[Start of section]

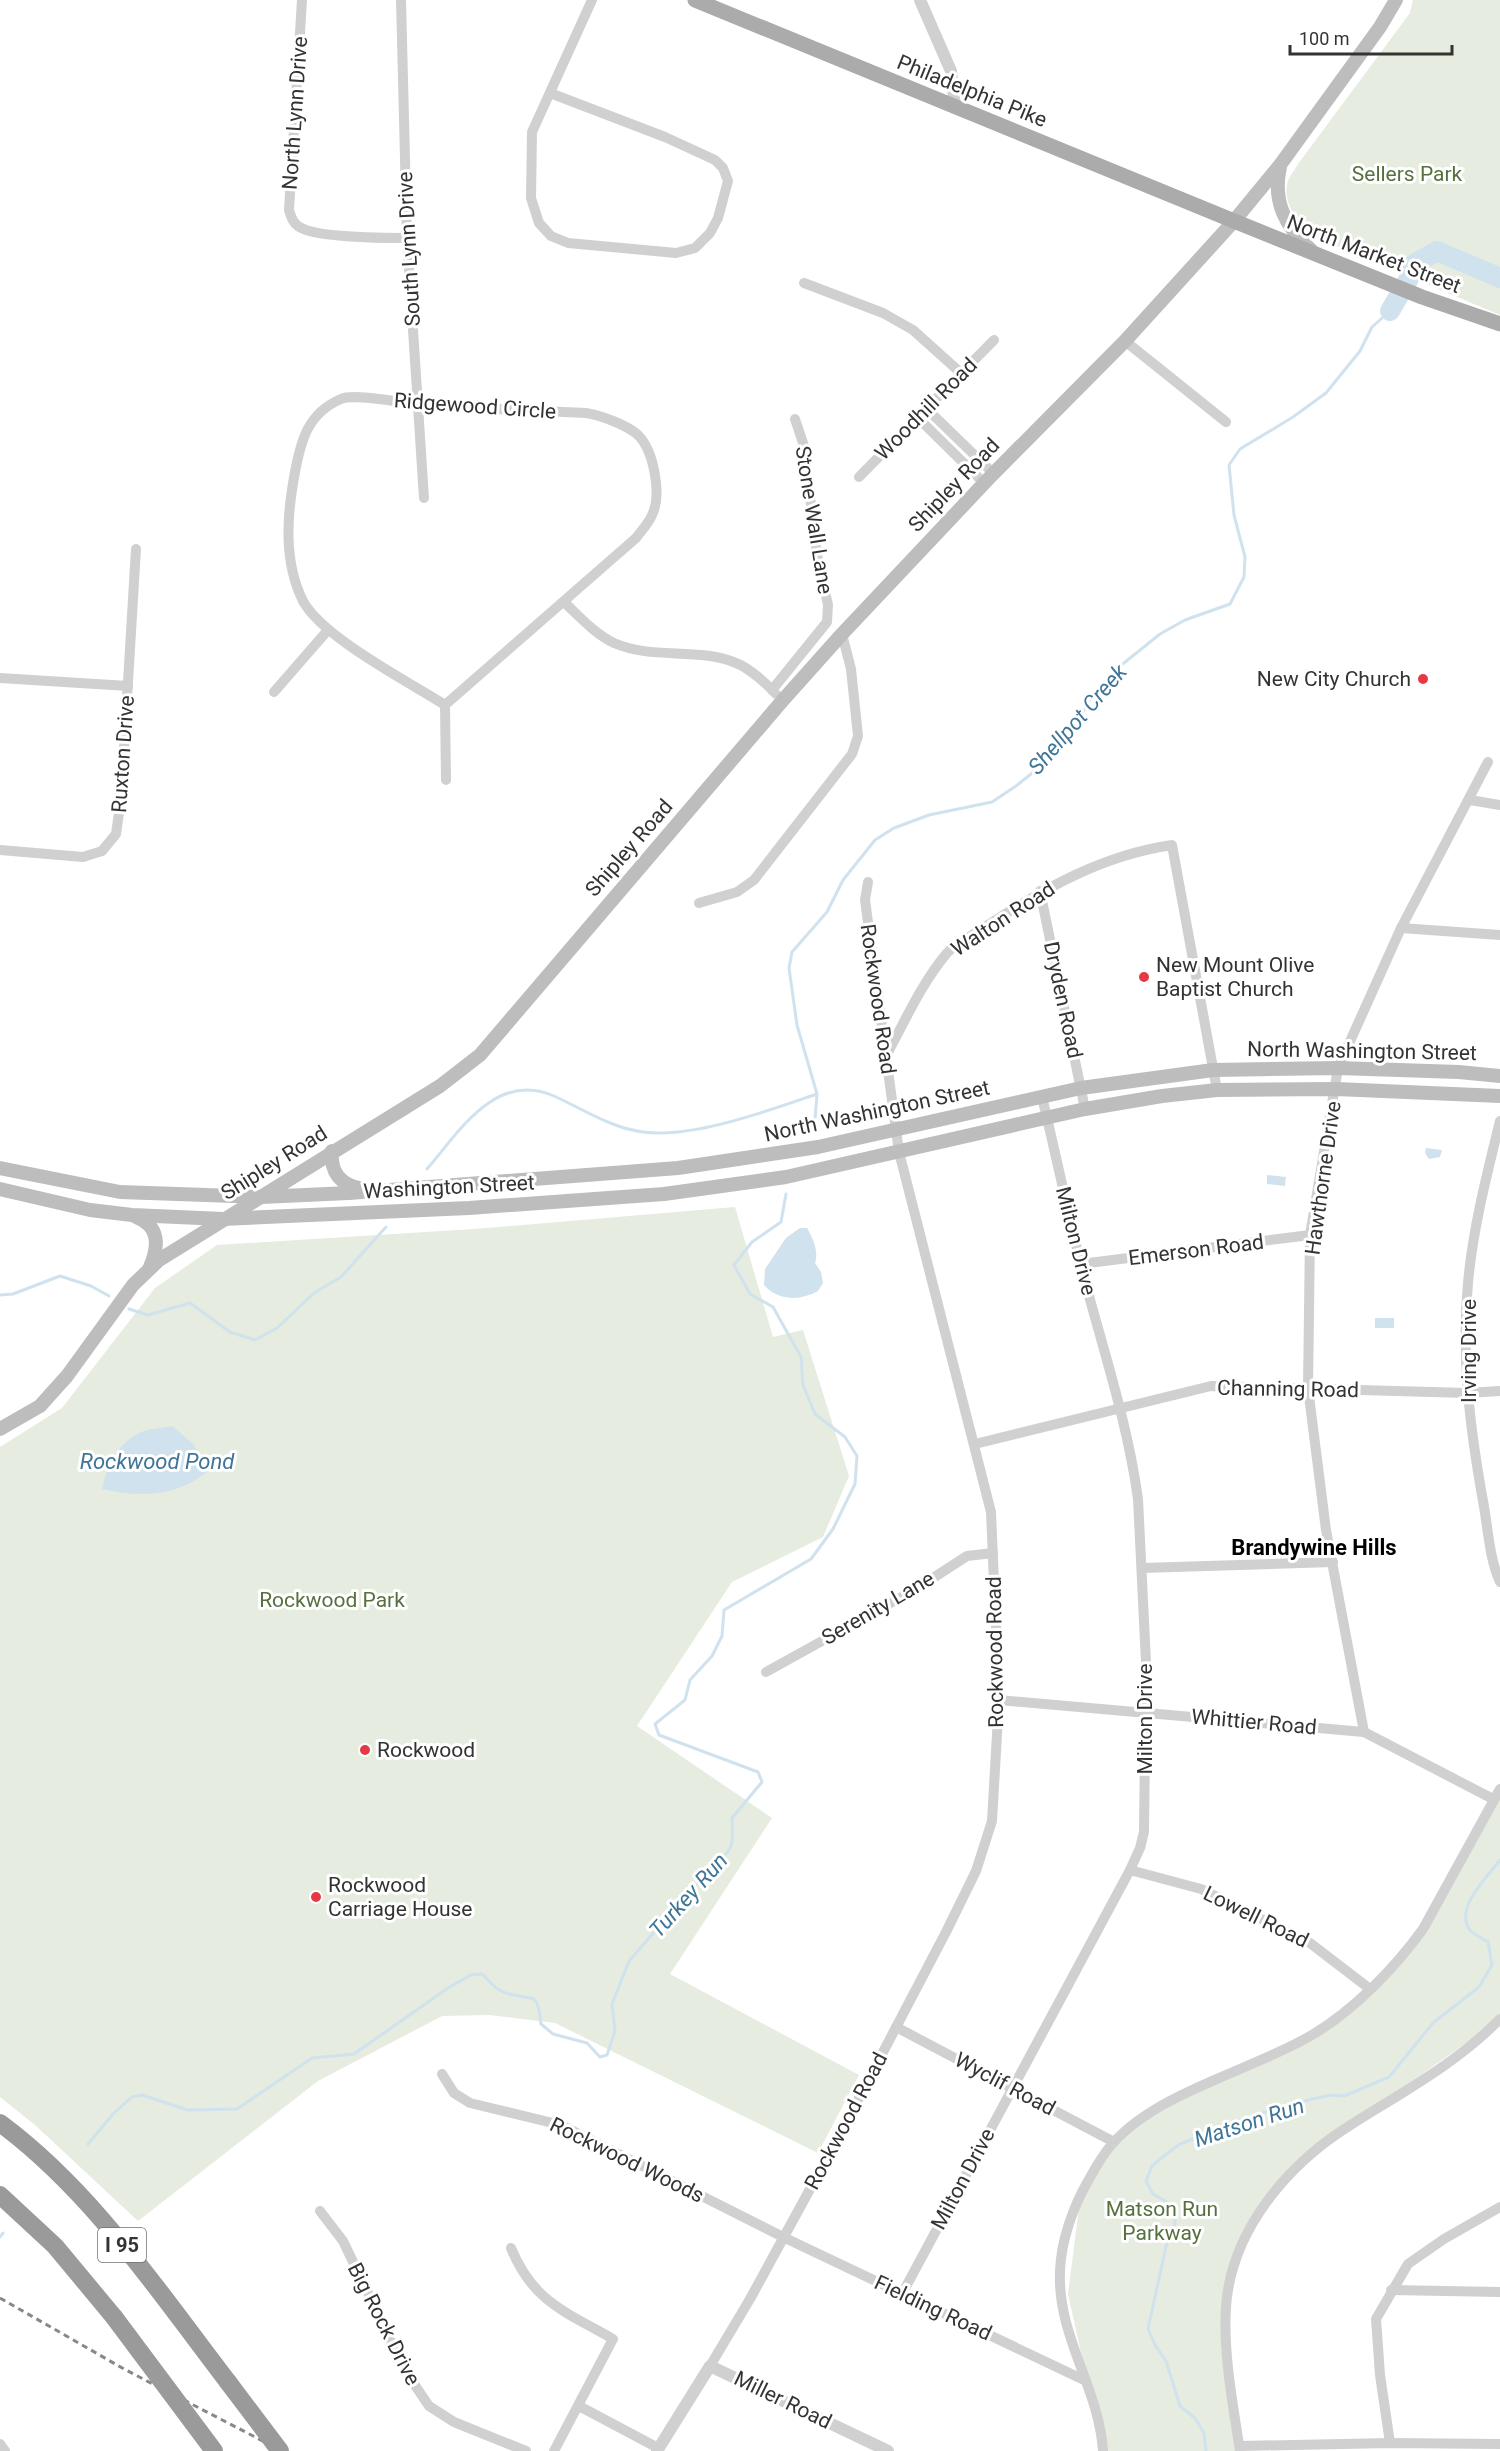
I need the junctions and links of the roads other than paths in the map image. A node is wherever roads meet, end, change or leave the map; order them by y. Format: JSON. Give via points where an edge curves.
{"nodes":[{"id":1,"x":302,"y":0,"type":"edge"},
{"id":2,"x":401,"y":0,"type":"edge"},
{"id":3,"x":592,"y":0,"type":"edge"},
{"id":4,"x":695,"y":0,"type":"edge"},
{"id":5,"x":920,"y":0,"type":"edge"},
{"id":6,"x":1396,"y":0,"type":"edge"},
{"id":7,"x":550,"y":93,"type":"junction"},
{"id":8,"x":955,"y":106,"type":"junction"},
{"id":9,"x":1280,"y":165,"type":"junction"},
{"id":10,"x":1234,"y":221,"type":"junction"},
{"id":11,"x":407,"y":238,"type":"junction"},
{"id":12,"x":1313,"y":252,"type":"junction"},
{"id":13,"x":804,"y":282,"type":"dead end"},
{"id":14,"x":1500,"y":324,"type":"edge"},
{"id":15,"x":994,"y":340,"type":"dead end"},
{"id":16,"x":1125,"y":341,"type":"junction"},
{"id":17,"x":962,"y":374,"type":"junction"},
{"id":18,"x":418,"y":404,"type":"junction"},
{"id":19,"x":927,"y":409,"type":"junction"},
{"id":20,"x":918,"y":418,"type":"junction"},
{"id":21,"x":795,"y":419,"type":"dead end"},
{"id":22,"x":1226,"y":422,"type":"dead end"},
{"id":23,"x":859,"y":477,"type":"dead end"},
{"id":24,"x":989,"y":478,"type":"junction"},
{"id":25,"x":424,"y":498,"type":"dead end"},
{"id":26,"x":136,"y":549,"type":"dead end"},
{"id":27,"x":565,"y":603,"type":"junction"},
{"id":28,"x":328,"y":630,"type":"junction"},
{"id":29,"x":842,"y":634,"type":"junction"},
{"id":30,"x":0,"y":678,"type":"edge"},
{"id":31,"x":128,"y":686,"type":"junction"},
{"id":32,"x":772,"y":690,"type":"junction"},
{"id":33,"x":274,"y":692,"type":"dead end"},
{"id":34,"x":783,"y":700,"type":"junction"},
{"id":35,"x":446,"y":705,"type":"junction"},
{"id":36,"x":1488,"y":762,"type":"dead end"},
{"id":37,"x":446,"y":780,"type":"dead end"},
{"id":38,"x":1470,"y":800,"type":"junction"},
{"id":39,"x":1500,"y":805,"type":"edge"},
{"id":40,"x":0,"y":850,"type":"edge"},
{"id":41,"x":868,"y":882,"type":"dead end"},
{"id":42,"x":1040,"y":891,"type":"junction"},
{"id":43,"x":699,"y":903,"type":"dead end"},
{"id":44,"x":1401,"y":928,"type":"junction"},
{"id":45,"x":1500,"y":935,"type":"edge"},
{"id":46,"x":885,"y":1056,"type":"junction"},
{"id":47,"x":1338,"y":1068,"type":"junction"},
{"id":48,"x":1213,"y":1070,"type":"junction"},
{"id":49,"x":1500,"y":1076,"type":"edge"},
{"id":50,"x":1081,"y":1088,"type":"junction"},
{"id":51,"x":1336,"y":1089,"type":"junction"},
{"id":52,"x":1217,"y":1090,"type":"junction"},
{"id":53,"x":1500,"y":1096,"type":"edge"},
{"id":54,"x":1042,"y":1097,"type":"junction"},
{"id":55,"x":1085,"y":1109,"type":"junction"},
{"id":56,"x":1047,"y":1117,"type":"junction"},
{"id":57,"x":1500,"y":1121,"type":"edge"},
{"id":58,"x":897,"y":1130,"type":"junction"},
{"id":59,"x":332,"y":1151,"type":"junction"},
{"id":60,"x":899,"y":1152,"type":"junction"},
{"id":61,"x":0,"y":1168,"type":"edge"},
{"id":62,"x":0,"y":1189,"type":"edge"},
{"id":63,"x":381,"y":1191,"type":"junction"},
{"id":64,"x":261,"y":1197,"type":"junction"},
{"id":65,"x":132,"y":1215,"type":"junction"},
{"id":66,"x":223,"y":1220,"type":"junction"},
{"id":67,"x":1310,"y":1234,"type":"junction"},
{"id":68,"x":1081,"y":1264,"type":"junction"},
{"id":69,"x":150,"y":1267,"type":"junction"},
{"id":70,"x":1308,"y":1389,"type":"junction"},
{"id":71,"x":1500,"y":1391,"type":"edge"},
{"id":72,"x":1467,"y":1393,"type":"junction"},
{"id":73,"x":1119,"y":1407,"type":"junction"},
{"id":74,"x":0,"y":1429,"type":"edge"},
{"id":75,"x":975,"y":1444,"type":"junction"},
{"id":76,"x":993,"y":1553,"type":"junction"},
{"id":77,"x":1333,"y":1562,"type":"junction"},
{"id":78,"x":1142,"y":1568,"type":"junction"},
{"id":79,"x":1500,"y":1582,"type":"edge"},
{"id":80,"x":766,"y":1672,"type":"dead end"},
{"id":81,"x":999,"y":1700,"type":"junction"},
{"id":82,"x":1144,"y":1713,"type":"junction"},
{"id":83,"x":1364,"y":1732,"type":"junction"},
{"id":84,"x":1500,"y":1789,"type":"edge"},
{"id":85,"x":1493,"y":1799,"type":"junction"},
{"id":86,"x":1130,"y":1870,"type":"junction"},
{"id":87,"x":1370,"y":1989,"type":"junction"},
{"id":88,"x":1498,"y":2025,"type":"edge"},
{"id":89,"x":896,"y":2027,"type":"junction"},
{"id":90,"x":442,"y":2074,"type":"dead end"},
{"id":91,"x":1011,"y":2087,"type":"junction"},
{"id":92,"x":0,"y":2123,"type":"edge"},
{"id":93,"x":1114,"y":2142,"type":"junction"},
{"id":94,"x":0,"y":2195,"type":"edge"},
{"id":95,"x":1500,"y":2207,"type":"edge"},
{"id":96,"x":320,"y":2211,"type":"dead end"},
{"id":97,"x":783,"y":2237,"type":"junction"},
{"id":98,"x":511,"y":2248,"type":"dead end"},
{"id":99,"x":1391,"y":2290,"type":"junction"},
{"id":100,"x":1500,"y":2292,"type":"edge"},
{"id":101,"x":902,"y":2294,"type":"junction"},
{"id":102,"x":710,"y":2366,"type":"junction"},
{"id":103,"x":1084,"y":2380,"type":"junction"},
{"id":104,"x":579,"y":2406,"type":"junction"},
{"id":105,"x":1390,"y":2443,"type":"junction"},
{"id":106,"x":0,"y":2444,"type":"edge"},
{"id":107,"x":1500,"y":2444,"type":"edge"},
{"id":108,"x":1240,"y":2449,"type":"edge"},
{"id":109,"x":657,"y":2450,"type":"edge"},
{"id":110,"x":5,"y":2451,"type":"edge"},
{"id":111,"x":214,"y":2451,"type":"edge"},
{"id":112,"x":280,"y":2451,"type":"edge"},
{"id":113,"x":526,"y":2451,"type":"edge"},
{"id":114,"x":554,"y":2451,"type":"edge"},
{"id":115,"x":888,"y":2451,"type":"edge"},
{"id":116,"x":1103,"y":2451,"type":"edge"}],
"edges":[{"from":1,"to":11,"type":"street","name":"North Lynn Drive","via":[[289,210],[296,225],[309,232]]},
{"from":2,"to":11,"type":"street","name":"South Lynn Drive"},
{"from":3,"to":7,"type":"street"},
{"from":4,"to":8,"type":"main road","name":"Philadelphia Pike"},
{"from":5,"to":8,"type":"street","via":[[951,71]]},
{"from":6,"to":9,"type":"main road","name":"Shipley Road"},
{"from":7,"to":7,"type":"street","via":[[532,132],[531,198],[539,223],[551,236],[592,247],[676,253],[695,248],[710,233],[728,181],[716,160]]},
{"from":8,"to":10,"type":"main road","name":"Philadelphia Pike"},
{"from":9,"to":10,"type":"main road","name":"Shipley Road"},
{"from":9,"to":12,"type":"main road","via":[[1279,207],[1291,230]]},
{"from":10,"to":12,"type":"main road","name":"North Market Street"},
{"from":10,"to":16,"type":"main road","name":"Shipley Road"},
{"from":11,"to":18,"type":"street","name":"South Lynn Drive"},
{"from":12,"to":14,"type":"main road","name":"North Market Street"},
{"from":13,"to":17,"type":"street","via":[[883,313],[913,330]]},
{"from":15,"to":17,"type":"street","name":"Woodhill Road"},
{"from":16,"to":22,"type":"street"},
{"from":16,"to":24,"type":"main road","name":"Shipley Road"},
{"from":17,"to":19,"type":"street","name":"Woodhill Road"},
{"from":18,"to":25,"type":"street","name":"South Lynn Drive"},
{"from":18,"to":27,"type":"street","name":"Ridgewood Circle","via":[[600,415],[638,435],[651,459],[656,480],[652,515],[636,538]]},
{"from":18,"to":28,"type":"street","name":"Ridgewood Circle","via":[[344,398],[327,407],[301,440],[290,498],[288,549],[304,602]]},
{"from":19,"to":20,"type":"street","name":"Woodhill Road"},
{"from":19,"to":24,"type":"street"},
{"from":20,"to":23,"type":"street","name":"Woodhill Road"},
{"from":20,"to":24,"type":"street"},
{"from":21,"to":32,"type":"street","name":"Stone Wall Lane","via":[[804,446],[817,555],[828,605],[827,622]]},
{"from":24,"to":29,"type":"main road","name":"Shipley Road"},
{"from":26,"to":31,"type":"street","name":"Ruxton Drive"},
{"from":27,"to":32,"type":"street","via":[[592,629],[615,643],[650,652],[703,654],[738,663]]},
{"from":27,"to":35,"type":"street","name":"Ridgewood Circle"},
{"from":28,"to":33,"type":"street"},
{"from":28,"to":35,"type":"street","name":"Ridgewood Circle"},
{"from":29,"to":34,"type":"main road","name":"Shipley Road"},
{"from":29,"to":43,"type":"street","via":[[851,669],[858,736],[852,754],[754,880],[737,892]]},
{"from":30,"to":31,"type":"street"},
{"from":31,"to":40,"type":"street","name":"Ruxton Drive","via":[[116,834],[102,851],[83,857]]},
{"from":32,"to":34,"type":"street"},
{"from":34,"to":59,"type":"main road","name":"Shipley Road","via":[[480,1055],[440,1086]]},
{"from":35,"to":37,"type":"street"},
{"from":36,"to":38,"type":"street","name":"Hawthorne Drive"},
{"from":38,"to":39,"type":"street"},
{"from":38,"to":44,"type":"street","name":"Hawthorne Drive"},
{"from":41,"to":46,"type":"street","name":"Rockwood Road","via":[[865,900]]},
{"from":42,"to":46,"type":"street","name":"Walton Road","via":[[949,951],[928,978]]},
{"from":42,"to":48,"type":"street","name":"Walton Road","via":[[1103,862],[1172,845]]},
{"from":42,"to":50,"type":"street","name":"Dryden Road"},
{"from":44,"to":45,"type":"street"},
{"from":44,"to":47,"type":"street","name":"Hawthorne Drive"},
{"from":46,"to":58,"type":"street","name":"Rockwood Road"},
{"from":47,"to":48,"type":"main road","name":"North Washington Street"},
{"from":47,"to":49,"type":"main road","name":"North Washington Street"},
{"from":47,"to":51,"type":"street","name":"Hawthorne Drive"},
{"from":48,"to":50,"type":"main road","name":"North Washington Street"},
{"from":48,"to":52,"type":"street"},
{"from":50,"to":54,"type":"main road","name":"North Washington Street"},
{"from":50,"to":55,"type":"street","name":"Dryden Road"},
{"from":51,"to":52,"type":"main road","name":"North Washington Street"},
{"from":51,"to":53,"type":"main road","name":"North Washington Street"},
{"from":51,"to":67,"type":"street","name":"Hawthorne Drive"},
{"from":52,"to":55,"type":"main road","name":"North Washington Street"},
{"from":54,"to":56,"type":"street","name":"Milton Drive"},
{"from":54,"to":58,"type":"main road","name":"North Washington Street"},
{"from":55,"to":56,"type":"main road","name":"North Washington Street"},
{"from":56,"to":60,"type":"main road","name":"North Washington Street"},
{"from":56,"to":68,"type":"street","name":"Milton Drive"},
{"from":57,"to":72,"type":"street","name":"Irving Drive","via":[[1483,1188],[1468,1283]]},
{"from":58,"to":60,"type":"street","name":"Rockwood Road"},
{"from":58,"to":63,"type":"main road","name":"North Washington Street","via":[[786,1153],[678,1168]]},
{"from":59,"to":63,"type":"main road","via":[[333,1166],[342,1182]]},
{"from":59,"to":64,"type":"main road","name":"Shipley Road"},
{"from":60,"to":66,"type":"main road","name":"Washington Street","via":[[786,1177],[676,1193]]},
{"from":60,"to":75,"type":"street","name":"Rockwood Road"},
{"from":61,"to":64,"type":"main road","via":[[120,1192]]},
{"from":62,"to":65,"type":"main road","name":"Washington Street","via":[[64,1205]]},
{"from":63,"to":64,"type":"main road","name":"North Washington Street"},
{"from":64,"to":66,"type":"main road","name":"Shipley Road"},
{"from":65,"to":66,"type":"main road","name":"Washington Street"},
{"from":65,"to":69,"type":"main road","via":[[156,1234],[157,1246]]},
{"from":66,"to":69,"type":"main road","name":"Shipley Road"},
{"from":67,"to":68,"type":"street","name":"Emerson Road"},
{"from":67,"to":70,"type":"street","name":"Hawthorne Drive"},
{"from":68,"to":73,"type":"street","name":"Milton Drive"},
{"from":69,"to":74,"type":"main road","name":"Shipley Road","via":[[40,1406]]},
{"from":70,"to":72,"type":"street","name":"Channing Road"},
{"from":70,"to":73,"type":"street","name":"Channing Road","via":[[1211,1386]]},
{"from":70,"to":77,"type":"street","name":"Hawthorne Drive"},
{"from":71,"to":72,"type":"street","name":"Channing Road"},
{"from":72,"to":79,"type":"street","name":"Irving Drive"},
{"from":73,"to":75,"type":"street","name":"Channing Road"},
{"from":73,"to":78,"type":"street","name":"Milton Drive","via":[[1134,1474]]},
{"from":75,"to":76,"type":"street","name":"Rockwood Road","via":[[991,1512]]},
{"from":76,"to":80,"type":"street","name":"Serenity Lane","via":[[968,1556]]},
{"from":76,"to":81,"type":"street","name":"Rockwood Road"},
{"from":77,"to":78,"type":"street"},
{"from":77,"to":83,"type":"street","name":"Hawthorne Drive"},
{"from":78,"to":82,"type":"street","name":"Milton Drive"},
{"from":81,"to":82,"type":"street","name":"Whittier Road"},
{"from":81,"to":89,"type":"street","name":"Rockwood Road","via":[[988,1840]]},
{"from":82,"to":83,"type":"street","name":"Whittier Road"},
{"from":82,"to":86,"type":"street","name":"Milton Drive","via":[[1144,1832]]},
{"from":83,"to":85,"type":"street","name":"Whittier Road"},
{"from":84,"to":85,"type":"street"},
{"from":85,"to":87,"type":"street","via":[[1423,1929]]},
{"from":86,"to":87,"type":"street","name":"Lowell Road","via":[[1201,1889],[1310,1942]]},
{"from":86,"to":91,"type":"street","name":"Milton Drive"},
{"from":87,"to":93,"type":"street","via":[[1309,2037],[1167,2104]]},
{"from":88,"to":108,"type":"street","via":[[1436,2073],[1310,2154],[1262,2207],[1233,2268],[1226,2307],[1227,2360]]},
{"from":89,"to":91,"type":"street","name":"Wyclif Road"},
{"from":89,"to":97,"type":"street","name":"Rockwood Road"},
{"from":90,"to":97,"type":"street","name":"Rockwood Woods","via":[[454,2093],[470,2103],[561,2125]]},
{"from":91,"to":93,"type":"street","name":"Wyclif Road"},
{"from":91,"to":101,"type":"street","name":"Milton Drive"},
{"from":92,"to":112,"type":"highway","number":"I 95","bridge":true,"via":[[101,2216]]},
{"from":93,"to":103,"type":"street","via":[[1076,2203],[1059,2270],[1062,2313]]},
{"from":94,"to":111,"type":"highway","number":"I 95","bridge":true,"via":[[55,2246],[114,2317]]},
{"from":95,"to":99,"type":"street","via":[[1408,2264]]},
{"from":96,"to":113,"type":"street","name":"Big Rock Drive","via":[[343,2241],[406,2373],[429,2406],[454,2422]]},
{"from":97,"to":101,"type":"street","name":"Fielding Road"},
{"from":97,"to":102,"type":"street","name":"Rockwood Road"},
{"from":98,"to":104,"type":"street","via":[[523,2274],[542,2296],[613,2338]]},
{"from":99,"to":100,"type":"street"},
{"from":99,"to":105,"type":"street","via":[[1376,2319]]},
{"from":101,"to":103,"type":"street","name":"Fielding Road"},
{"from":102,"to":109,"type":"street"},
{"from":102,"to":115,"type":"street","name":"Miller Road"},
{"from":103,"to":116,"type":"street","via":[[1100,2423]]},
{"from":104,"to":109,"type":"street"},
{"from":104,"to":114,"type":"street"},
{"from":105,"to":107,"type":"street"},
{"from":105,"to":108,"type":"street"},
{"from":106,"to":110,"type":"street"}]}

[End of section]

Every line above that holds the string "true" should be returned.

● **Response**:
{"from":92,"to":112,"type":"highway","number":"I 95","bridge":true,"via":[[101,2216]]},
{"from":94,"to":111,"type":"highway","number":"I 95","bridge":true,"via":[[55,2246],[114,2317]]},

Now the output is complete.